Data for the task:
========
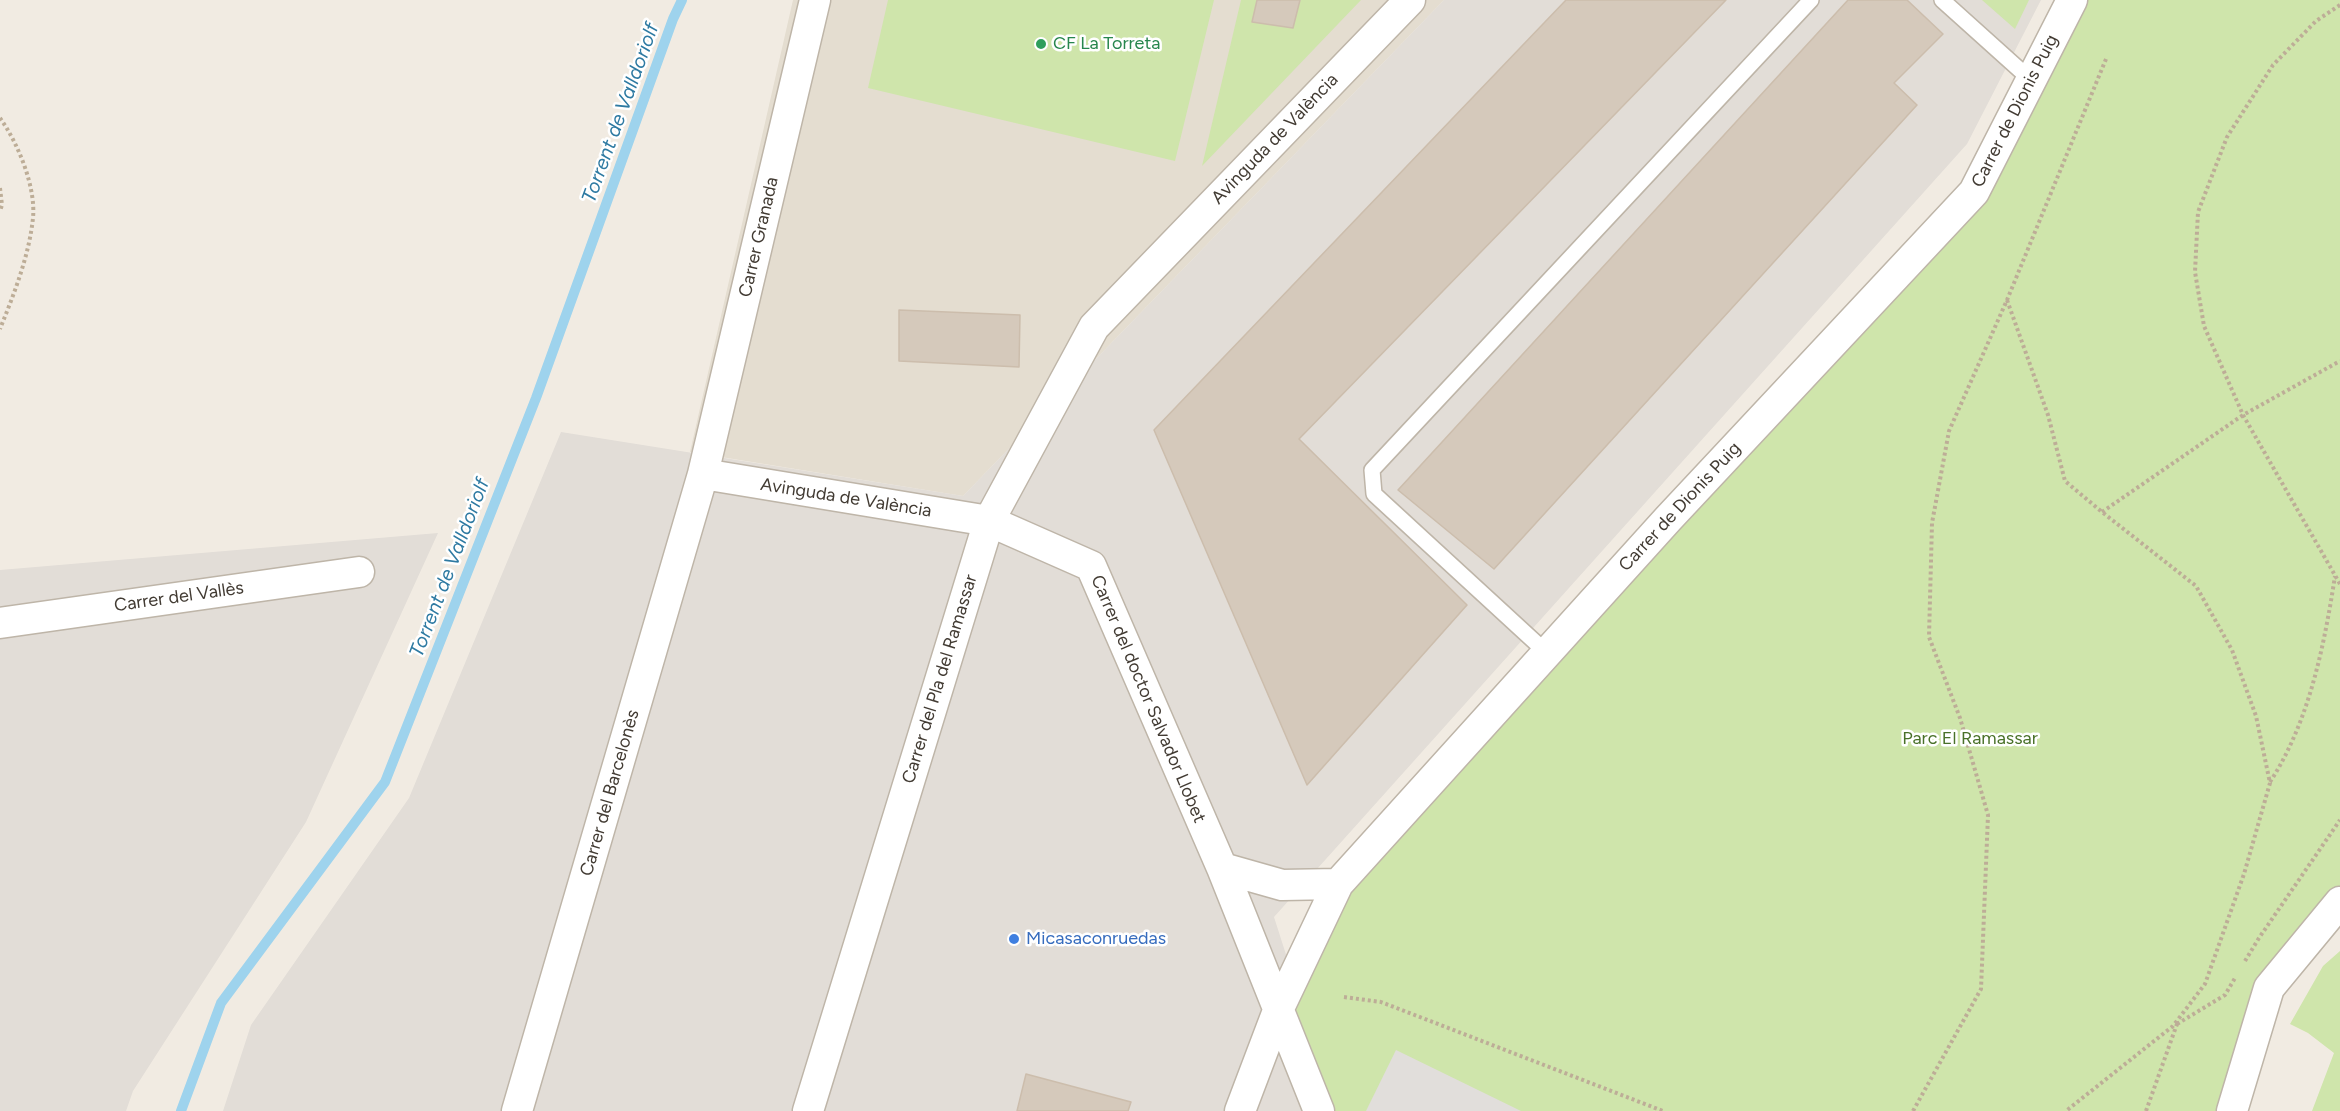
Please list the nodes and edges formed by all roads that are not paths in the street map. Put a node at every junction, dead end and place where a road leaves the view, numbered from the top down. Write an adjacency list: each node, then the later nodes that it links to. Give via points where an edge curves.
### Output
1 (815, 0): 8 (street, Carrer Granada)
2 (1410, 0): 7 (street, Avinguda de València)
3 (1811, 0): 12 (lane, via 1372,470 1374,495)
4 (1942, 0): 6 (lane)
5 (2072, 0): 6 (street, Carrer de Dionis Puig)
6 (2031, 80): 12 (street, Carrer de Dionis Puig, via 1974,192)
7 (1140, 279): 9 (street, Carrer del Pla del Ramassar, via 1094,327)
8 (703, 474): 9 (street, Avinguda de València); 17 (street, Carrer del Barcelonès)
9 (989, 521): 13 (street, Carrer del doctor Salvador Llobet, via 1091,566); 18 (street, Carrer del Pla del Ramassar)
10 (359, 572): 11 (street, Carrer del Vallès)
11 (0, 623)
12 (1547, 653): 14 (street, Carrer de Dionis Puig)
13 (1222, 868): 14 (street, via 1282,885); 16 (street, Carrer del doctor Salvador Llobet)
14 (1338, 884): 16 (street, Carrer de Dionis Puig)
15 (2340, 902): 21 (street, via 2269,988)
16 (1279, 1008): 19 (street, Carrer de Dionis Puig); 20 (street, Carrer del doctor Salvador Llobet)
17 (517, 1111)
18 (808, 1111)
19 (1240, 1111)
20 (1319, 1111)
21 (2232, 1111)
========
What you have to do: Your copy should hold every entry exactly as written, but none of the pictures.

Reply to the task:
Please list the nodes and edges formed by all roads that are not paths in the street map. Put a node at every junction, dead end and place where a road leaves the view, numbered from the top down. Write an adjacency list: each node, then the later nodes that it links to. Give via points where an edge curves.
### Output
1 (815, 0): 8 (street, Carrer Granada)
2 (1410, 0): 7 (street, Avinguda de València)
3 (1811, 0): 12 (lane, via 1372,470 1374,495)
4 (1942, 0): 6 (lane)
5 (2072, 0): 6 (street, Carrer de Dionis Puig)
6 (2031, 80): 12 (street, Carrer de Dionis Puig, via 1974,192)
7 (1140, 279): 9 (street, Carrer del Pla del Ramassar, via 1094,327)
8 (703, 474): 9 (street, Avinguda de València); 17 (street, Carrer del Barcelonès)
9 (989, 521): 13 (street, Carrer del doctor Salvador Llobet, via 1091,566); 18 (street, Carrer del Pla del Ramassar)
10 (359, 572): 11 (street, Carrer del Vallès)
11 (0, 623)
12 (1547, 653): 14 (street, Carrer de Dionis Puig)
13 (1222, 868): 14 (street, via 1282,885); 16 (street, Carrer del doctor Salvador Llobet)
14 (1338, 884): 16 (street, Carrer de Dionis Puig)
15 (2340, 902): 21 (street, via 2269,988)
16 (1279, 1008): 19 (street, Carrer de Dionis Puig); 20 (street, Carrer del doctor Salvador Llobet)
17 (517, 1111)
18 (808, 1111)
19 (1240, 1111)
20 (1319, 1111)
21 (2232, 1111)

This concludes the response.